-- Opening Marker --

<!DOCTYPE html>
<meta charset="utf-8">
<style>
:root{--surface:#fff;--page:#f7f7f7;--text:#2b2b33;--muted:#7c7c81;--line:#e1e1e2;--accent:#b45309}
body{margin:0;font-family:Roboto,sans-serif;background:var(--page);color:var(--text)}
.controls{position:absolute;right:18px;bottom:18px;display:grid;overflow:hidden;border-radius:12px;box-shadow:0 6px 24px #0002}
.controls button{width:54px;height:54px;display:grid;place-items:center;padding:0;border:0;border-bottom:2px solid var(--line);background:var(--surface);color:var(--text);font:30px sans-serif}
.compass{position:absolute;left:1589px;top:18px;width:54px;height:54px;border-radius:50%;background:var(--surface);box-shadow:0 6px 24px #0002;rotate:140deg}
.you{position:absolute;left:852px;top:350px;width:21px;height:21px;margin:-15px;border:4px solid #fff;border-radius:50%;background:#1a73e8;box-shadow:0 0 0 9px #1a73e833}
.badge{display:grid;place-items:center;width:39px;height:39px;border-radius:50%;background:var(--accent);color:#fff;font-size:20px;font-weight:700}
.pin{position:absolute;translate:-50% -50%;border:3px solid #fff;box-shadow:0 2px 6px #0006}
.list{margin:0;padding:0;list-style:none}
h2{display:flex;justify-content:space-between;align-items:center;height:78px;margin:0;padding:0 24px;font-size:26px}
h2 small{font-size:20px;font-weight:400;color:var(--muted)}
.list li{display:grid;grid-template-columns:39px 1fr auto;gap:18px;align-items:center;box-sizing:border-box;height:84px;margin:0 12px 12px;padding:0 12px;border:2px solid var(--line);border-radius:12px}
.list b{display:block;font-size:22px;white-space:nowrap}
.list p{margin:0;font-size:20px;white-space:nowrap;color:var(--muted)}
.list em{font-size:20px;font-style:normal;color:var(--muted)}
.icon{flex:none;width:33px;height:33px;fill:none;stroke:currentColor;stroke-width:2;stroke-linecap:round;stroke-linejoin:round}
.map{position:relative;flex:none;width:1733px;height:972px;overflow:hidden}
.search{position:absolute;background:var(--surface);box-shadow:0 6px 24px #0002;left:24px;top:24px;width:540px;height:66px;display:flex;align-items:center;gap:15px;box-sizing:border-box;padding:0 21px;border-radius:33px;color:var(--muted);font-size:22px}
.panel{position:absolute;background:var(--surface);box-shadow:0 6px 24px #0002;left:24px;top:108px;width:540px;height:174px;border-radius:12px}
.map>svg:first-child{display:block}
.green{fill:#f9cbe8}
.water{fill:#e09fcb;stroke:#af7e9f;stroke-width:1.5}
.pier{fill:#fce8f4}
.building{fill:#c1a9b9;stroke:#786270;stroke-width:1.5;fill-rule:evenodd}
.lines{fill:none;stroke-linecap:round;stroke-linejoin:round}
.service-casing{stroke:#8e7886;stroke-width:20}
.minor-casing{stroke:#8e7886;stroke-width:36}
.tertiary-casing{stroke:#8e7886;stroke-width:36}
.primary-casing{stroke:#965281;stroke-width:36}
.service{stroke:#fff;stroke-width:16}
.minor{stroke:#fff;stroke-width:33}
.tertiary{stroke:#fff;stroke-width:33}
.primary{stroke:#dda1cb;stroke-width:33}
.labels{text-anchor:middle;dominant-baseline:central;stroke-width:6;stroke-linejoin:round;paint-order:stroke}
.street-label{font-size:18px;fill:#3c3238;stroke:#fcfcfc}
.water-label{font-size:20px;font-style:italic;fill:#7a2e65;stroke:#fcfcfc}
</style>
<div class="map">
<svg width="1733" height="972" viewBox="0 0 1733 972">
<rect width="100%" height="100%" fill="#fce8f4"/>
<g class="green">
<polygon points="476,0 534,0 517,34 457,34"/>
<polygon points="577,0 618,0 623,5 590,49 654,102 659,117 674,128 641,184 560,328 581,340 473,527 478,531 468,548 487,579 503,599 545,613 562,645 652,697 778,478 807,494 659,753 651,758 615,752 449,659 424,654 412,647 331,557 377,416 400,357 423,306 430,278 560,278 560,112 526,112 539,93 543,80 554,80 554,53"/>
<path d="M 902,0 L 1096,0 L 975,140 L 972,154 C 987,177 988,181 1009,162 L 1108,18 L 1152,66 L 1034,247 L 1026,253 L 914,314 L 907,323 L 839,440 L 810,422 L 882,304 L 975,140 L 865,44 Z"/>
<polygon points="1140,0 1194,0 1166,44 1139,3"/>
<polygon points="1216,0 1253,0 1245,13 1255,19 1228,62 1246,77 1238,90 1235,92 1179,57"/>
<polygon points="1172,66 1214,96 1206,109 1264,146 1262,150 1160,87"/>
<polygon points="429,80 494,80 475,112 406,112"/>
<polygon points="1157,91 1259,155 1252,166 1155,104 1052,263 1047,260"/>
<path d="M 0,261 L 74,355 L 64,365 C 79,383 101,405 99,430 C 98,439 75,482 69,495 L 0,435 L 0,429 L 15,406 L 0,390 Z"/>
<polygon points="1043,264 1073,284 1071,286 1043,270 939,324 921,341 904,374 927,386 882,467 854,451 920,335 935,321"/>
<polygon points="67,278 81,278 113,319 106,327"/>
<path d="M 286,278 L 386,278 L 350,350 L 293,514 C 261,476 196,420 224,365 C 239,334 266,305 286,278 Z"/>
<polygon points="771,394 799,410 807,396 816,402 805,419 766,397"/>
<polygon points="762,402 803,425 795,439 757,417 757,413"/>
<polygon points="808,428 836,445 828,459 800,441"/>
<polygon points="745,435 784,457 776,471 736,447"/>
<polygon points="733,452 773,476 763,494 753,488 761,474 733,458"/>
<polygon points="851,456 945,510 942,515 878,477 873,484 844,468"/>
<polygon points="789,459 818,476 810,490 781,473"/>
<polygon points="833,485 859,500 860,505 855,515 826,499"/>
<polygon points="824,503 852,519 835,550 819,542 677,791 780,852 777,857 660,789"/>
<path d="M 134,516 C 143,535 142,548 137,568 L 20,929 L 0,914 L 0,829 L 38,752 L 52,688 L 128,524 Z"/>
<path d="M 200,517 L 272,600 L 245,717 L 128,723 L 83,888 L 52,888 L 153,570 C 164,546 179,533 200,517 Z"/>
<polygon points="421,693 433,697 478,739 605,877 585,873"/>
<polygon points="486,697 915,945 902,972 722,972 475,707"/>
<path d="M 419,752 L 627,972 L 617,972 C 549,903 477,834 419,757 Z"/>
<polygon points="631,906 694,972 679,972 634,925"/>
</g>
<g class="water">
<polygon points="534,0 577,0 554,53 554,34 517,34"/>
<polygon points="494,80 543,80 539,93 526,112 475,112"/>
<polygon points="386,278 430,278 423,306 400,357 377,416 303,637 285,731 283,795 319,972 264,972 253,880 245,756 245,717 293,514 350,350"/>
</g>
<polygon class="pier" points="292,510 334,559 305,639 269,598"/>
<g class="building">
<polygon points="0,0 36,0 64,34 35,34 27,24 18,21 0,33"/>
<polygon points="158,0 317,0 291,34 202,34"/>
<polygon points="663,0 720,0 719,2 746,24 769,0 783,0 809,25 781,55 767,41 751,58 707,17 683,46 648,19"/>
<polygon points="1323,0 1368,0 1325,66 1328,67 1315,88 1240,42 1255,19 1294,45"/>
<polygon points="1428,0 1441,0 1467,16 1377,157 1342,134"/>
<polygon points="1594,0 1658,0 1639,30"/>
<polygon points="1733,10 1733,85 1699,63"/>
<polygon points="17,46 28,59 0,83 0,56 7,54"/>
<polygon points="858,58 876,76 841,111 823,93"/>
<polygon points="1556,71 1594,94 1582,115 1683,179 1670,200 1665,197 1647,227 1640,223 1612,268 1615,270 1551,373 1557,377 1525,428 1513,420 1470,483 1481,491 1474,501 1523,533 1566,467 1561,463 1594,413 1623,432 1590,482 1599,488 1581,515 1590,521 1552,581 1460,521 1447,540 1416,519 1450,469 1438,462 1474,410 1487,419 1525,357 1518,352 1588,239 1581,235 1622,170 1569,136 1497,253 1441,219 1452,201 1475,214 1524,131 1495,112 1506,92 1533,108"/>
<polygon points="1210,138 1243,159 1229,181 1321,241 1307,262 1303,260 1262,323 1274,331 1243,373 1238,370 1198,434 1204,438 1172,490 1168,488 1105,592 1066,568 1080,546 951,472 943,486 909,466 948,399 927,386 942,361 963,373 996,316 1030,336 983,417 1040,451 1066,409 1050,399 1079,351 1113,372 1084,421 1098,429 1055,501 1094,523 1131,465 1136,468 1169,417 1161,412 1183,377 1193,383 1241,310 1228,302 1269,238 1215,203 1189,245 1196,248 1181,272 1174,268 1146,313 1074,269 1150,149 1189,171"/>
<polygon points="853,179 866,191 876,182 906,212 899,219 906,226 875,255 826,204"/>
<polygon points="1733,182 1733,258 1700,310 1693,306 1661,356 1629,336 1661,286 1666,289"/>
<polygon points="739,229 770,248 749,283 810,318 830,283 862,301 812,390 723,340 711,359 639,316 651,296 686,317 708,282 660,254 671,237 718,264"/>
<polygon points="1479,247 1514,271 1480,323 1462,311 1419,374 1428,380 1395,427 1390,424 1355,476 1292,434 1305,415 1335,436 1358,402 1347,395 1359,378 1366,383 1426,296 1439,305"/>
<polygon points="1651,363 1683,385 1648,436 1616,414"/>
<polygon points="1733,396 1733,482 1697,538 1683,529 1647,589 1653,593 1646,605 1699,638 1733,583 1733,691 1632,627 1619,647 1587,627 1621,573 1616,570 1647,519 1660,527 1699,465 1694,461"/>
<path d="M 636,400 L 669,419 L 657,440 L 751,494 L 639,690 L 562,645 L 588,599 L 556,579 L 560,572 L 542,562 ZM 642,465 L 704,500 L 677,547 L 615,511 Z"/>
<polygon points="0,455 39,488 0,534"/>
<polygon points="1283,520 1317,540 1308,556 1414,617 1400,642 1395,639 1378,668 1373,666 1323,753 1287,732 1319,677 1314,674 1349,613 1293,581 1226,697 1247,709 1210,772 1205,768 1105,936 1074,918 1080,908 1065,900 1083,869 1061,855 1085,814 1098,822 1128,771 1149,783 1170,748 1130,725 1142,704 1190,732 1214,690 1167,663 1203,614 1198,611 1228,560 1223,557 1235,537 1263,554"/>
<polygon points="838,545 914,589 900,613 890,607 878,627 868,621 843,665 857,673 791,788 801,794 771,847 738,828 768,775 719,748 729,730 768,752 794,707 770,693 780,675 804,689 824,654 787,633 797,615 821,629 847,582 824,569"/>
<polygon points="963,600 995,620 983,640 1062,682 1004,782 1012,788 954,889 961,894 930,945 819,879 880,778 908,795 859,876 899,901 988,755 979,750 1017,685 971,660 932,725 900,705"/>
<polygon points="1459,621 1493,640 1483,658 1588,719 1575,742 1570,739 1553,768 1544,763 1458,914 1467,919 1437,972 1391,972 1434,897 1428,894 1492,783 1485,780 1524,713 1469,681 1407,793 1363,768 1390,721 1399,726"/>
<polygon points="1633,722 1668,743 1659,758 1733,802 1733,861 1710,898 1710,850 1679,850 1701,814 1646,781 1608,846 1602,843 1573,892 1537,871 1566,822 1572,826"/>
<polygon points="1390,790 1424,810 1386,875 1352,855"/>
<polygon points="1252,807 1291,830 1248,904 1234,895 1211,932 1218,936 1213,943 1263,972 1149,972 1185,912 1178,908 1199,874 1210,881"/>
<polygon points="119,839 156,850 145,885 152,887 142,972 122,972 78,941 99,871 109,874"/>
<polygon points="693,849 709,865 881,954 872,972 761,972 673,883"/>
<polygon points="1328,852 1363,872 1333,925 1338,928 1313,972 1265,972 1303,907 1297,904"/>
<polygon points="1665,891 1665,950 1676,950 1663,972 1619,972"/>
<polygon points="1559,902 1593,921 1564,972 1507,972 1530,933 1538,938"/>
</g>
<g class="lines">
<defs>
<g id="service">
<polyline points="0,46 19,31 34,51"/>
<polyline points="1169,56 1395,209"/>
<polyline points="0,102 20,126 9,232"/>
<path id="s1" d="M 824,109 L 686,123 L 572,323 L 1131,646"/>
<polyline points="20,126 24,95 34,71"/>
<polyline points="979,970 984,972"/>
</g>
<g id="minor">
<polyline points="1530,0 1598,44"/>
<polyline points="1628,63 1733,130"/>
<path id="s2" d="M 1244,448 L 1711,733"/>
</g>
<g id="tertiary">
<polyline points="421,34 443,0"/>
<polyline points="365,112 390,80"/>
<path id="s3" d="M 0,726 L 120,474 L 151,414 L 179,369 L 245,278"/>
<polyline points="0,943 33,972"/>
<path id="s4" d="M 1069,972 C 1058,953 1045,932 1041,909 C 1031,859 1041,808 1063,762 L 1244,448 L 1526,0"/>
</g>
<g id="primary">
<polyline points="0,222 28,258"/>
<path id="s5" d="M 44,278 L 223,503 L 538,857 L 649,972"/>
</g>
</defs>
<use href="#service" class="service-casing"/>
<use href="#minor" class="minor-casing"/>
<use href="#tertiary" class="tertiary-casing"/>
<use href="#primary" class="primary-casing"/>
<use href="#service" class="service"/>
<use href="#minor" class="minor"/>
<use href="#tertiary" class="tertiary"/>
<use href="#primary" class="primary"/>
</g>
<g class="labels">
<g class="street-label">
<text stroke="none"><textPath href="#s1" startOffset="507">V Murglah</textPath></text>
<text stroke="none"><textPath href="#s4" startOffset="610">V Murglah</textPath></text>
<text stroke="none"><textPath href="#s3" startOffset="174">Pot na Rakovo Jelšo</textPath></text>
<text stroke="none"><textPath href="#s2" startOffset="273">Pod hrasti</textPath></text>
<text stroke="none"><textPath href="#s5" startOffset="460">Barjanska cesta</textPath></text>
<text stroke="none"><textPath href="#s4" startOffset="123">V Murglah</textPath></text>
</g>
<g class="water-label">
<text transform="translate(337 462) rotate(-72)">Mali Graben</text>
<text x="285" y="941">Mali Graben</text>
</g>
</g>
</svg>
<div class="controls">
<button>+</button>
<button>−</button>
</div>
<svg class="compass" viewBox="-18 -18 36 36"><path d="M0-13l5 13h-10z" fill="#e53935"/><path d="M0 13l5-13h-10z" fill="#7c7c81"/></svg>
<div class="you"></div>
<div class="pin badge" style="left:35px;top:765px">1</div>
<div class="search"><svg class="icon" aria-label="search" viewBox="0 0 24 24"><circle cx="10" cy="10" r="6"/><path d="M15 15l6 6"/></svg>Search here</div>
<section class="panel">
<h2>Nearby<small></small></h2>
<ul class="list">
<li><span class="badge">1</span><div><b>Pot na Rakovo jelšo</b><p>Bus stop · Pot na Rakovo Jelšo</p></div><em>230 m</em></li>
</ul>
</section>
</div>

-- Closing Marker --

Task item | Keep only the lines of the listing that contain the word "Mali", and copy them.

Task solution |
<text transform="translate(337 462) rotate(-72)">Mali Graben</text>
<text x="285" y="941">Mali Graben</text>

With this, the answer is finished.